The New Orleans Major League Baseball Urban Youth Academy opened in 2012 and is located at Wesley Barrow Stadium. It is a 650-seat baseball and softball stadium located in the Pontchartrain Park section of New Orleans, Louisiana. The stadium includes a 200-square-foot climate-controlled press box, a public address system and LED scoreboard. The baseball field features professional-sized artificial turf with a clay pitcher's mound and two fenced bullpens.

The facility also includes grass tee-ball fields, a three-lane outdoor batting practice cage and a two-lane indoor batting practice building. It also includes administration facilities and two 300-square-foot conference rooms.

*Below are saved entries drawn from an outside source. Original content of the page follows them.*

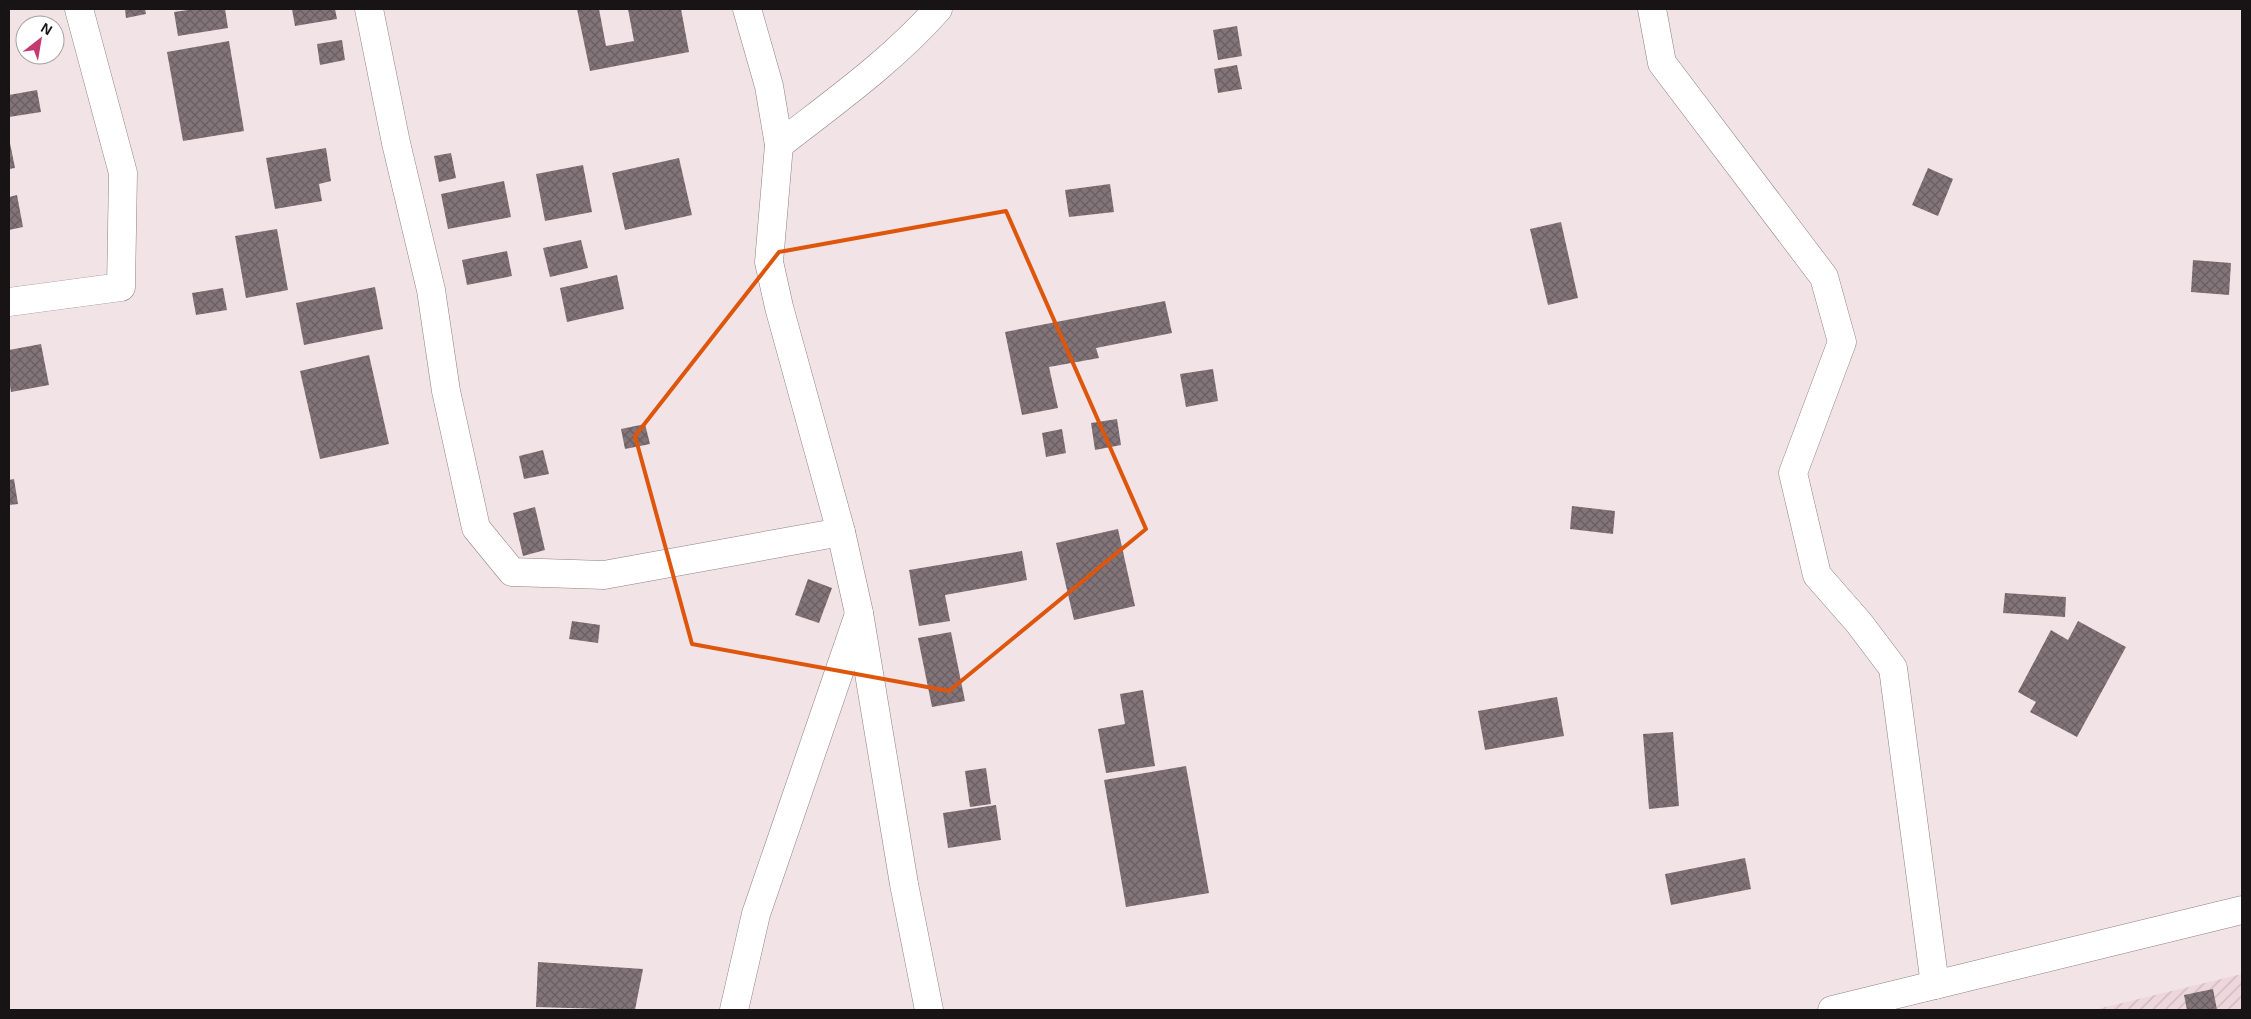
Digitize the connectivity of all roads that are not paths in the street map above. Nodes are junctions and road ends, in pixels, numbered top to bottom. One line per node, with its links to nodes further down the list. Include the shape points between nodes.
1 (79, 9): 7 (street, via 123,173 121,287)
2 (369, 9): 8 (street, via 396,143 431,290 446,391 476,528 512,572 604,575)
3 (747, 9): 6 (street, via 769,86)
4 (938, 9): 6 (street, via 914,36)
5 (1652, 9): 11 (street, via 1662,63 1824,277 1842,342 1793,473 1817,575 1893,668)
6 (779, 144): 8 (street, via 769,262)
7 (9, 302)
8 (841, 532): 9 (street)
9 (859, 613): 12 (street, via 756,914); 13 (street, via 904,884)
10 (2242, 910): 11 (street)
11 (1935, 985): 14 (street)
12 (734, 1010)
13 (929, 1010)
14 (1832, 1010)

It provides free, year-round baseball and softball instruction and other educational services for youth from underserved and urban communities throughout southern Louisiana.

===Puerto Rico===
The first Urban Youth Academy opened in 2002 in Puerto Rico as the Puerto Rico Baseball Academy and High School.

===Washington, D.C.===
The Washington Nationals Youth Academy is located in Washington, D.C. The academy is affiliated with the Washington Nationals Major League Baseball team and opened on March 4, 2014. The academy is located in Fort Dupont Park and consists of three fields used for baseball and softball. The facility also has a two-story structure featuring offices, locker rooms, training areas, batting cages, concession space, classrooms and meeting rooms. The academy is the home of the Georgetown Hoyas and Howard Bison softball teams as well as the D.C. Grays of the Cal Ripken Collegiate Baseball League. It is also the home of several high school and lower division college baseball teams including Marymount University, Gonzaga College High School, and Anacostia High School.

==Future academies==
As of June 2015, additional academies were under development in Cleveland, Ohio; Detroit, Michigan; Hialeah, Florida (near Miami); Philadelphia, Pennsylvania, and San Francisco, California.